The Hamilton GO Centre is located between James Street South and Hughson Street South. It was built in 1933 by architecture firm Fellheimer & Wagner, New York, and restored by Trevor Garwood-Jones in 1995. The building is “a rare example of an art moderne public building with curved forms, polished metals and machined detailing throughout.” The gracious volunteer shared with me that the centre’s benches, some of the windows, and many of the other features of the building that I’m in nearly every day are original to the 1930s. I’ll see the Hamilton GO Centre in a completely different light now.


As Hamilton HIVE Vice-Chair Michael Parente explained in his article yesterday, “Jane’s Walks are a wonderful opportunity to explore parts of the city that may otherwise go unnoticed.” The Jane’s Walk Secret Staircases gave me the opportunity to check out a site in Hamilton I’ve been hoping to find for years — Uli’s Stairs.

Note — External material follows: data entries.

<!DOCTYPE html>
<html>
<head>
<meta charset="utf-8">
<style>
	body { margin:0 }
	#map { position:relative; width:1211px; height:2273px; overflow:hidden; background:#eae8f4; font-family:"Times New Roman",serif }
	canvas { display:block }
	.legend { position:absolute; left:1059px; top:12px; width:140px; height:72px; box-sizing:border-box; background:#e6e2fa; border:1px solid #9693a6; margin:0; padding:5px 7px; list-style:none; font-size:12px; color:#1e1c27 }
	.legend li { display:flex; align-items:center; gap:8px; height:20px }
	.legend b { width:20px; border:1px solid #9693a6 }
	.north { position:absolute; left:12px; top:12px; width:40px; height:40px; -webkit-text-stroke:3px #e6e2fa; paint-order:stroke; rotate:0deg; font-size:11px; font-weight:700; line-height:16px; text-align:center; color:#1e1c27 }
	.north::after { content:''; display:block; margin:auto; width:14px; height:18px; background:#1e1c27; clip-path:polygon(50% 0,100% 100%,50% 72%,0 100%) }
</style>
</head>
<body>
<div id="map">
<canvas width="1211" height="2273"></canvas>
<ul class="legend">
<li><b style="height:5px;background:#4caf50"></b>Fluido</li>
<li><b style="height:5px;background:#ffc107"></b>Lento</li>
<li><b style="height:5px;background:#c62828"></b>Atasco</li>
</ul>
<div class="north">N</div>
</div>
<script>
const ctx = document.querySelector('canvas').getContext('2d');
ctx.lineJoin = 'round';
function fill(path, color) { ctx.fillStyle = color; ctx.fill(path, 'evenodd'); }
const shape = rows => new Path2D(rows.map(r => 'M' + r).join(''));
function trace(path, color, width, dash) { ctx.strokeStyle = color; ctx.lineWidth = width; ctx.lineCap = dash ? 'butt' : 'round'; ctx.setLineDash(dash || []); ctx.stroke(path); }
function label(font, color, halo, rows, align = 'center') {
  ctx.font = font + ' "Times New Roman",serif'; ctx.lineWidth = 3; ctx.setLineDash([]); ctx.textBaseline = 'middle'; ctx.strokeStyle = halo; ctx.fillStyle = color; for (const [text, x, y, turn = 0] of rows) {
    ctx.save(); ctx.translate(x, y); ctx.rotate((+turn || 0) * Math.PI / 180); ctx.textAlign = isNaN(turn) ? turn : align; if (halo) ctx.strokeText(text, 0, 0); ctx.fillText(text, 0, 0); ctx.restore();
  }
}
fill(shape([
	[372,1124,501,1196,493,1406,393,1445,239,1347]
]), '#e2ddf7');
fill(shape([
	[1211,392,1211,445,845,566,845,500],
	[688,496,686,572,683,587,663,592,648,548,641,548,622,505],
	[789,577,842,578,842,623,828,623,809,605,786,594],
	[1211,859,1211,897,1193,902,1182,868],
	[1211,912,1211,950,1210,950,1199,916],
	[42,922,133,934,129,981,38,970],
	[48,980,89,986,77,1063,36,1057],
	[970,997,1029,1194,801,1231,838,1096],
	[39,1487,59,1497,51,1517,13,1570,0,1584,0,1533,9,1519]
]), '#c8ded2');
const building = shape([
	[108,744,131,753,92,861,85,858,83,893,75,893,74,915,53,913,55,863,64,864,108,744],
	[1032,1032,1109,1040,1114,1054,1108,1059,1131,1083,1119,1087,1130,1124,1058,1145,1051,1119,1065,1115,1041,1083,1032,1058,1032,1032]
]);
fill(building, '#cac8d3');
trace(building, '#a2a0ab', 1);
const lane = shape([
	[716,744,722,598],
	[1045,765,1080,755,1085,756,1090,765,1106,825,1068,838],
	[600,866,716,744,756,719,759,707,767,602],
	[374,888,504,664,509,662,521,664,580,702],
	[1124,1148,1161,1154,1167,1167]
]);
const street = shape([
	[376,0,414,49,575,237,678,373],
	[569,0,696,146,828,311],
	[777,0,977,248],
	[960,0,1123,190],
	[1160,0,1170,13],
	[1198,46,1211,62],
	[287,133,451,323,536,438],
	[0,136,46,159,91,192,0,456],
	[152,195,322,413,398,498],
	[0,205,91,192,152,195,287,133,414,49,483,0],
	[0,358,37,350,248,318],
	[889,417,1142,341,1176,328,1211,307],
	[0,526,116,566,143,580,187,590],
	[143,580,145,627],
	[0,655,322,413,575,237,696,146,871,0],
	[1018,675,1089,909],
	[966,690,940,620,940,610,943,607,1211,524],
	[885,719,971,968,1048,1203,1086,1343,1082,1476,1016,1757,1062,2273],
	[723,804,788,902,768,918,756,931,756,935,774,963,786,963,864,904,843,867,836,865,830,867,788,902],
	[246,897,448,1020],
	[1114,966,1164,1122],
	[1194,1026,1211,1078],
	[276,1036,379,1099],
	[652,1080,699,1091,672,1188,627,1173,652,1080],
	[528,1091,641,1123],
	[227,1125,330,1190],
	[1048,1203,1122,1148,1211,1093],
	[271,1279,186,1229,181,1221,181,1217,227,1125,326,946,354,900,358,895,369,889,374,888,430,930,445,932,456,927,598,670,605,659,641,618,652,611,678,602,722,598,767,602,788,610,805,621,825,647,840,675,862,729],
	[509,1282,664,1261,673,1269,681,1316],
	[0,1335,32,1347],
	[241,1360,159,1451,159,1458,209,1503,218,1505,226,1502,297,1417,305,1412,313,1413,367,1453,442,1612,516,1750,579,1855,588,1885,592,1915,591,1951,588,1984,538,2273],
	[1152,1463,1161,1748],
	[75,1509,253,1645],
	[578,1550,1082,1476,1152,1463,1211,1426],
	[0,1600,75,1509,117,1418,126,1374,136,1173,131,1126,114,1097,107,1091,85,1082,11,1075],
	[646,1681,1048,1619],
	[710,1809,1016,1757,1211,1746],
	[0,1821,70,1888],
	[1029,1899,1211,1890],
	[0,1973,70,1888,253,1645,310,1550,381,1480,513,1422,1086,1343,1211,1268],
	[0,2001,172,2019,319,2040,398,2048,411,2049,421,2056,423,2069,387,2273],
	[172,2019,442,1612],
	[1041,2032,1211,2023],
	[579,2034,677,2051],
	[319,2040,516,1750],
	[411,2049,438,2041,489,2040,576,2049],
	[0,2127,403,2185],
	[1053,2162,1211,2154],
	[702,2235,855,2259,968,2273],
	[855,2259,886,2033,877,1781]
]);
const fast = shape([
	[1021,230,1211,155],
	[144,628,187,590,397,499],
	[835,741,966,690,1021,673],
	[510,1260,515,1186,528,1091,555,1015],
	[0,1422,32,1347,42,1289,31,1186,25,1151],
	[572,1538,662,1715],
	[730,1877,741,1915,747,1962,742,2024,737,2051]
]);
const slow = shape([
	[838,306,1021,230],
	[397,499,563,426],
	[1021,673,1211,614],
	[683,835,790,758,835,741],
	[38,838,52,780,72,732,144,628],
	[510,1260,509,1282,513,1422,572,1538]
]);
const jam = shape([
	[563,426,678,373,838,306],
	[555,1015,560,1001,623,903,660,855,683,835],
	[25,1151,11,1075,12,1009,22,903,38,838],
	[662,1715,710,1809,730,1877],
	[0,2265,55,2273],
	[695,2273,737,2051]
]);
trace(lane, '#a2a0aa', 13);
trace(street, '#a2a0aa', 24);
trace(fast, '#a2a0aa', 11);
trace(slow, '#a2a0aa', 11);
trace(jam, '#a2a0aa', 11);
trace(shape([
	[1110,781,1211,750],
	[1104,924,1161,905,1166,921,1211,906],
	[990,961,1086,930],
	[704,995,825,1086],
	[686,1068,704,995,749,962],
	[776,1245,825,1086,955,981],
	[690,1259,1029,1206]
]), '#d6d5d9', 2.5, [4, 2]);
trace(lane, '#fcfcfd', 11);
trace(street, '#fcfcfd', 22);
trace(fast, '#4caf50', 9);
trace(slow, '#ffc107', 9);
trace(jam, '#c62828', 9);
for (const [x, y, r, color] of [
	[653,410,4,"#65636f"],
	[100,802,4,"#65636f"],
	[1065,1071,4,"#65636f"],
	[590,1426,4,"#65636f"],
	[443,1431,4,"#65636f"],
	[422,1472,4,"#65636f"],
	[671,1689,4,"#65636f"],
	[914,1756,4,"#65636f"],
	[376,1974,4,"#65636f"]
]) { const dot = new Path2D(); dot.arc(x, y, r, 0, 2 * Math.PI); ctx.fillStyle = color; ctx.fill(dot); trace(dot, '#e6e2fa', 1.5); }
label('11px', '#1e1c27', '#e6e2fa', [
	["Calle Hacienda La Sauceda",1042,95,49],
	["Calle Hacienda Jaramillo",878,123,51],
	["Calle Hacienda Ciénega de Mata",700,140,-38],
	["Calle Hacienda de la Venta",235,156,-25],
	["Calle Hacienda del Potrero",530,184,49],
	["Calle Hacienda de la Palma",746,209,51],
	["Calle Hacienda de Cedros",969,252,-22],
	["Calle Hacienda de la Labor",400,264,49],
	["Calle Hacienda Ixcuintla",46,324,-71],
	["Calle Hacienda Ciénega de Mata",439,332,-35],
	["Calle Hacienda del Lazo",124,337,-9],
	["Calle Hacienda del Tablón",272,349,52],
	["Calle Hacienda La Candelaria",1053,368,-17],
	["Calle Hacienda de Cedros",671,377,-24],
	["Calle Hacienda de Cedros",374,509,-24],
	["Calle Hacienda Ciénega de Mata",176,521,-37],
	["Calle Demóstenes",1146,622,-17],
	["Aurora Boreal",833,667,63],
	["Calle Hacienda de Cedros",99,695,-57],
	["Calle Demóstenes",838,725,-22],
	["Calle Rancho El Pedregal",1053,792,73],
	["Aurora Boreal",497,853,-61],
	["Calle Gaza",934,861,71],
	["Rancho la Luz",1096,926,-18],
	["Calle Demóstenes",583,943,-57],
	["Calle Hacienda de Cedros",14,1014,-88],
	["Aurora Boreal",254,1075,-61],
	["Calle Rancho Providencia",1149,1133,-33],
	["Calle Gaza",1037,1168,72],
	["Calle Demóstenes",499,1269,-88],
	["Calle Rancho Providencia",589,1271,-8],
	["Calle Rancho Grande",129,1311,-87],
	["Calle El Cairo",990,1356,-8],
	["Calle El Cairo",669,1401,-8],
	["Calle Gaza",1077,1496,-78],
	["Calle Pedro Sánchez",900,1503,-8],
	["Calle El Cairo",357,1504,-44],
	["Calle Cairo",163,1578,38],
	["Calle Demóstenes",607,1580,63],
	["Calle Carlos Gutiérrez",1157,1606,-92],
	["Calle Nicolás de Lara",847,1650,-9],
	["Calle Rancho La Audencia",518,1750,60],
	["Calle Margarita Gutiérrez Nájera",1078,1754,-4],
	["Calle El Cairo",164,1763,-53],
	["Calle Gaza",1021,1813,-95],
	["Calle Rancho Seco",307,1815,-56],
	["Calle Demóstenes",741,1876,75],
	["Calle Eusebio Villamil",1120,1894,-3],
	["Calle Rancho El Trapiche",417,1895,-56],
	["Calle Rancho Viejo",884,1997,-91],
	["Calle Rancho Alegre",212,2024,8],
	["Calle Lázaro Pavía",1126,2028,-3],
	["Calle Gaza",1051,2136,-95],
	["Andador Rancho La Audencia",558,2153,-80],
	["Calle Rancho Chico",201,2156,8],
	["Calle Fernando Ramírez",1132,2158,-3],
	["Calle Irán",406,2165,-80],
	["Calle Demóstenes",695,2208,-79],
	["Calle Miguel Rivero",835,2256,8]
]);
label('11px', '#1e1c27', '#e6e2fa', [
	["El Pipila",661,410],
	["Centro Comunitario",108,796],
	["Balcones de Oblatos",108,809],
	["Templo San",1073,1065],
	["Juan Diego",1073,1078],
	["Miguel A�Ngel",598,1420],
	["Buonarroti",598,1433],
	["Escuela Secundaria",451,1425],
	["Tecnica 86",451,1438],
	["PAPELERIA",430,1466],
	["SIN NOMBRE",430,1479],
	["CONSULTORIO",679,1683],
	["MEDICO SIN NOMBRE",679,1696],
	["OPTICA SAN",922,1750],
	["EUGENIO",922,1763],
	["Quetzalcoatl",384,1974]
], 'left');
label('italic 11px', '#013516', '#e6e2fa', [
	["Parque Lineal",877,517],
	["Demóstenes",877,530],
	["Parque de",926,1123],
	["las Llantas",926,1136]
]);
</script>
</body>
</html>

Led by Mary Lou Tanner, the Chief Planner at the City of Burlington, Secret Staircases began at the base of the Kenilworth Stairs, in Hamilton’s picturesque Rosedale neighbourhood. The group of approximately 15 of us climbed together, ending up on the Bruce Trail. After a half-kilometre trek along the trail where Mary Lou shared stories of Rosedale and the mysterious Uli, we arrived at the first of Uli’s Stairs, a set of staircases built by Uli himself.

If you’re not familiar with Uli, you’re not the only one! He’s been a mystery to journalists and Rosedale residents for years. Read about Uli (full name Ulrich) in this 2007 article in the Hamilton Spectator. His finely crafted stone staircases are a marvel, and the climb to the top is treacherous, as no rock is the same, and the incline is steep!

Even in his 70s, Uli is still adding to his masterpieces, recently adding benches that allow climbers to pause and take in the breathtaking view. I urge each of you to take the time to visit Uli’s Stairs this spring. They’re worth the trek to East Hamilton.